- **What you will do**
Collect every line below that contains the word "then".

- **Supplied material**
::::

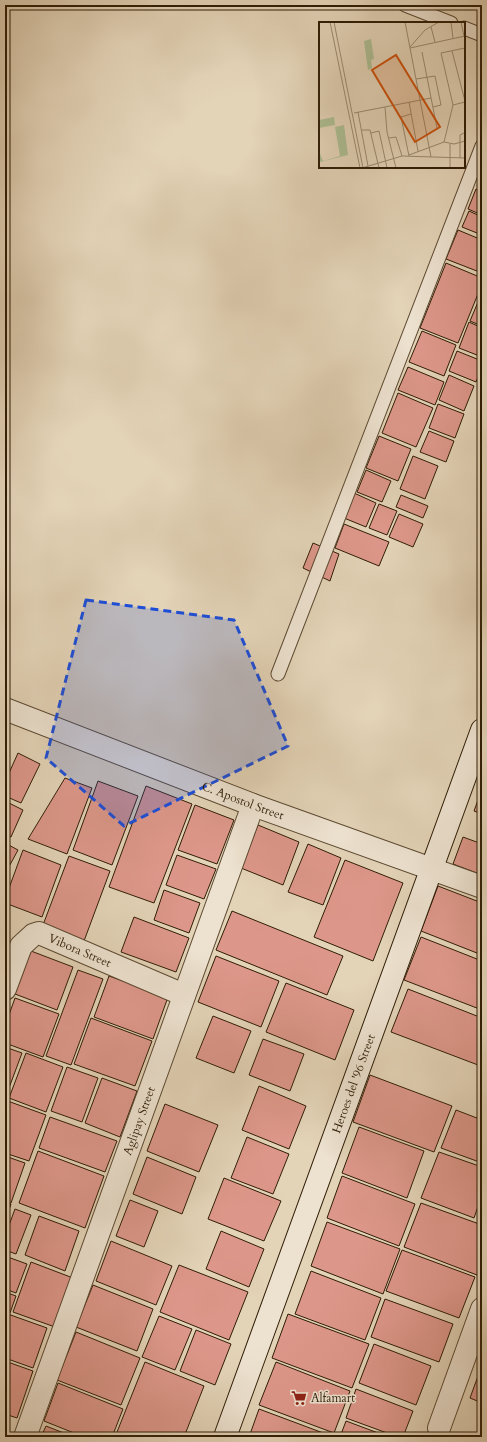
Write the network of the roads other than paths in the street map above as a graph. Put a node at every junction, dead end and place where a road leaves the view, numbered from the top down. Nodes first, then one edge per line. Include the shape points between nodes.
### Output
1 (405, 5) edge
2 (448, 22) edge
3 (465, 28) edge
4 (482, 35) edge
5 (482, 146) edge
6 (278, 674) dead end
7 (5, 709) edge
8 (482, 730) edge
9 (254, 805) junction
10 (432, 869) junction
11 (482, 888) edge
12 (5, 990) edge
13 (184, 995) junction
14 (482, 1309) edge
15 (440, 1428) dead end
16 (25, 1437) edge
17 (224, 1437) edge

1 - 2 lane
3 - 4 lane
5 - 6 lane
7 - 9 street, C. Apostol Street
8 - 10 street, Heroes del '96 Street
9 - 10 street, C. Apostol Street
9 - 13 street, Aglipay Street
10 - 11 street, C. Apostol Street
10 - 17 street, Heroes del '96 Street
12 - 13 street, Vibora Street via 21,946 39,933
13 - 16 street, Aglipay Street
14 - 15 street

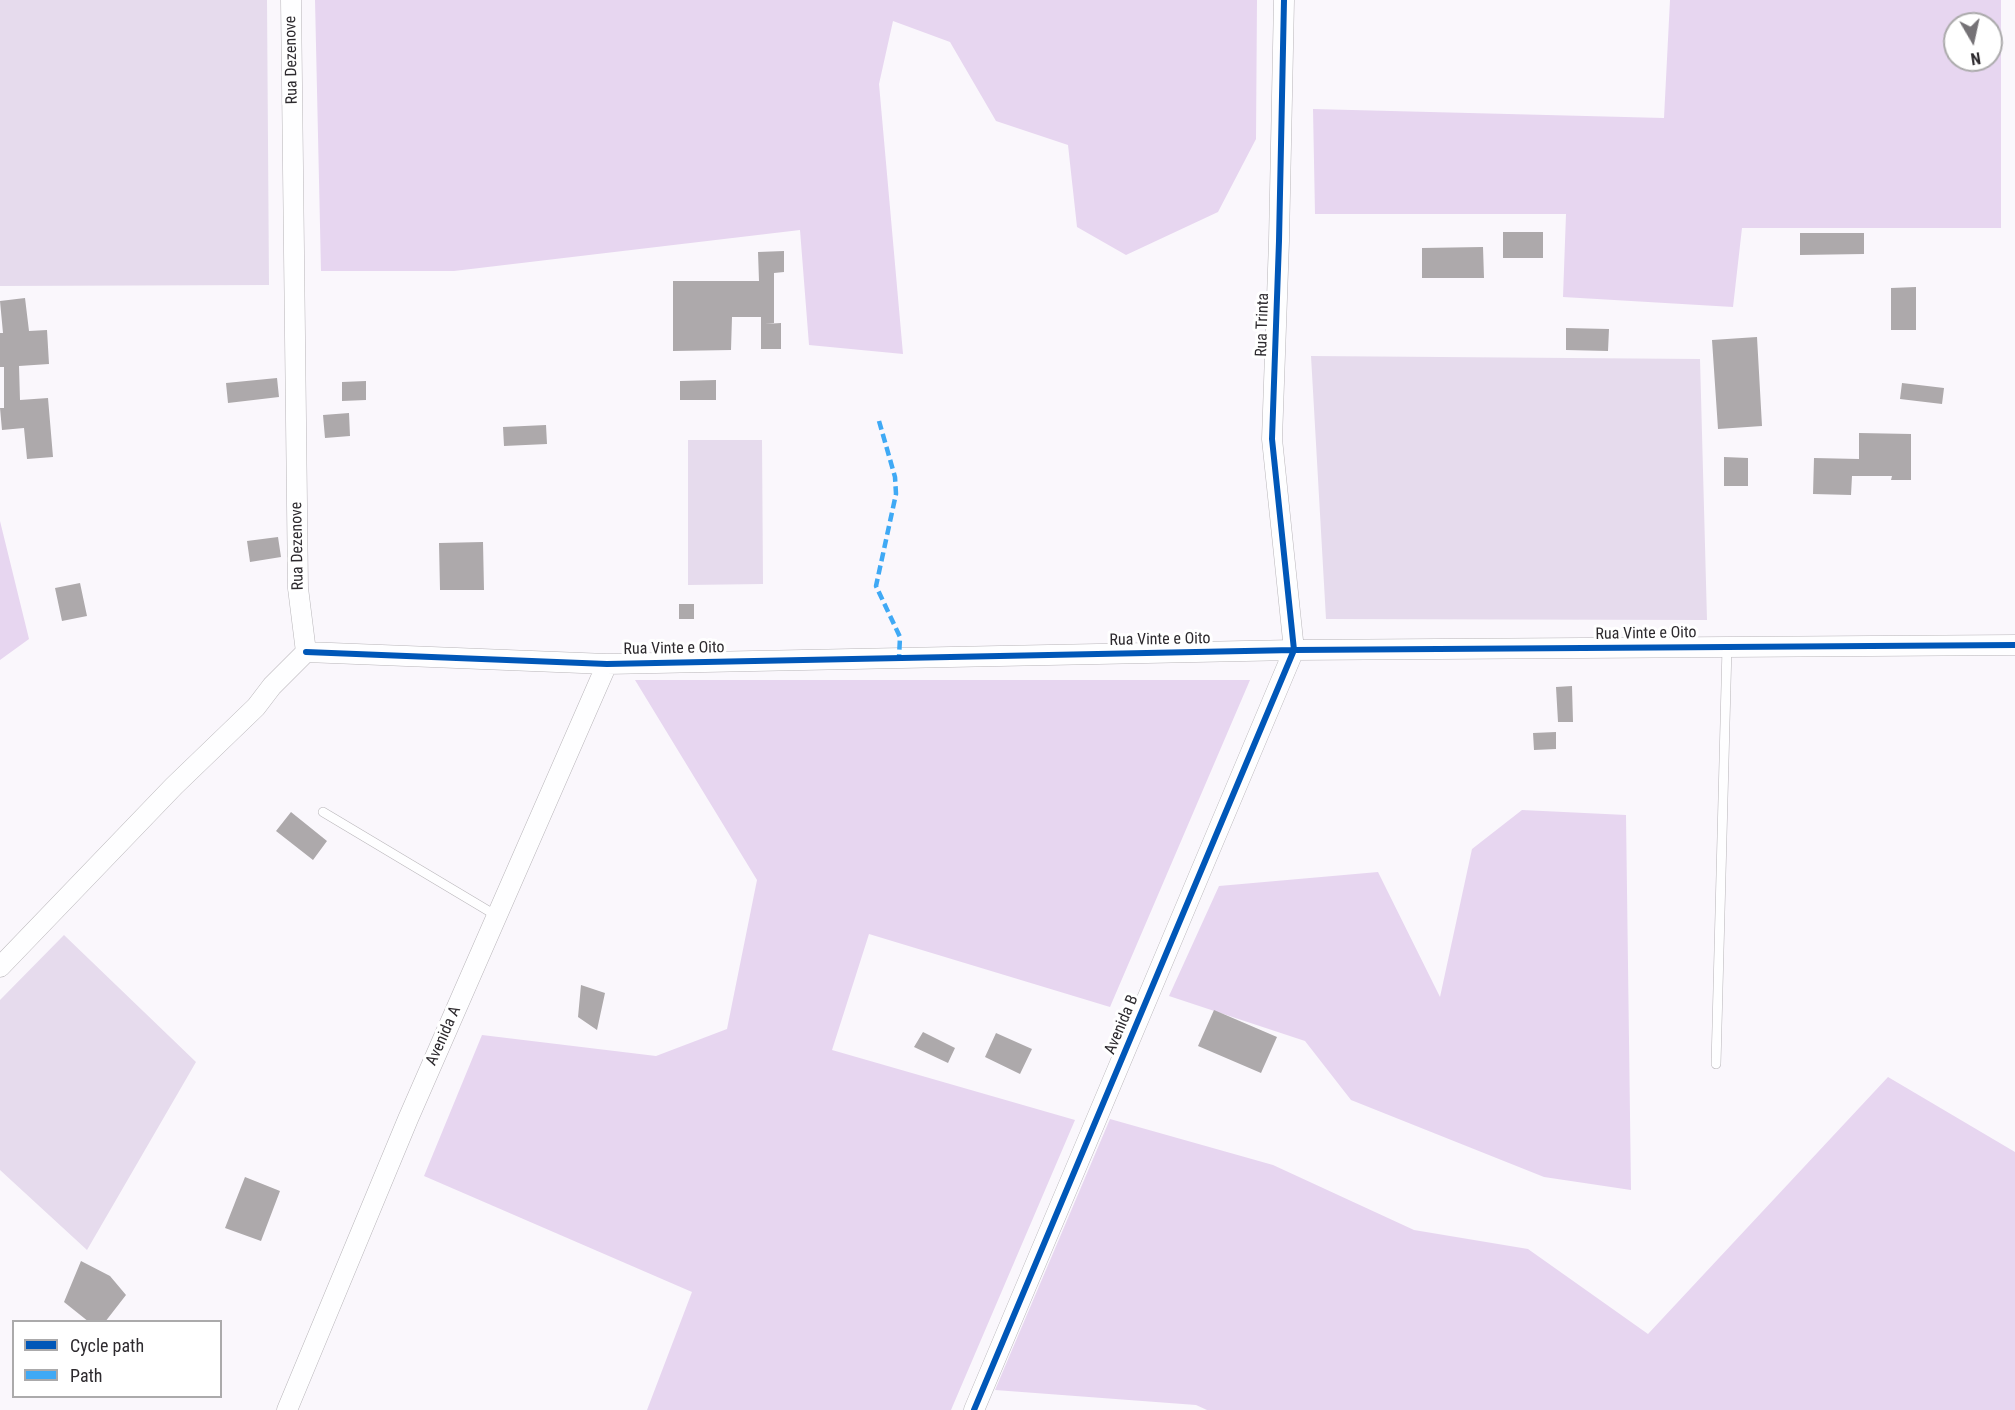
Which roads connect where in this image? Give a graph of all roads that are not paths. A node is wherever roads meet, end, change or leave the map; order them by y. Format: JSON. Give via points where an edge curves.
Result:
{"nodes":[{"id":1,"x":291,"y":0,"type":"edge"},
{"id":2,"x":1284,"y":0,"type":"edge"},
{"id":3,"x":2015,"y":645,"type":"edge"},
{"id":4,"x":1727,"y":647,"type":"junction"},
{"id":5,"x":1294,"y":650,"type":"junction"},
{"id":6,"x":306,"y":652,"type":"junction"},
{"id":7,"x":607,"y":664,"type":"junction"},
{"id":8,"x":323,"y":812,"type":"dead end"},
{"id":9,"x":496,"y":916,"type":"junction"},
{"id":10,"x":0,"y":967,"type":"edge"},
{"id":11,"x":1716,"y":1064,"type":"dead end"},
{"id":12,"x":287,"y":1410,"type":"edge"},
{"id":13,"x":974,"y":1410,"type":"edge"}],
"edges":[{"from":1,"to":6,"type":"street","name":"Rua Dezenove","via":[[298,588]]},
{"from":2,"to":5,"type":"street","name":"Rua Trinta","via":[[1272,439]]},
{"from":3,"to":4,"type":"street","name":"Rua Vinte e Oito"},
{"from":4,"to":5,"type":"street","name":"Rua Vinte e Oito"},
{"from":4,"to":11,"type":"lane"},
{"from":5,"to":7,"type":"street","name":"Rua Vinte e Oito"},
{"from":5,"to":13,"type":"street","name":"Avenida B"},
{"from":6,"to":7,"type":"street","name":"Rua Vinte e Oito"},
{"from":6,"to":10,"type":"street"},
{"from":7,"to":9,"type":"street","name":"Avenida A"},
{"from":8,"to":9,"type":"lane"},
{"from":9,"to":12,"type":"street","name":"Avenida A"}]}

::::

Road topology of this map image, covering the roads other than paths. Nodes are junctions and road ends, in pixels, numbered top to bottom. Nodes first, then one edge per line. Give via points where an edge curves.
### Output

::::

- **Output below**
Write the network of the roads other than paths in the street map above as a graph. Put a node at every junction, dead end and place where a road leaves the view, numbered from the top down. Nodes first, then one edge per line. Include the shape points between nodes.
Road topology of this map image, covering the roads other than paths. Nodes are junctions and road ends, in pixels, numbered top to bottom. Nodes first, then one edge per line. Give via points where an edge curves.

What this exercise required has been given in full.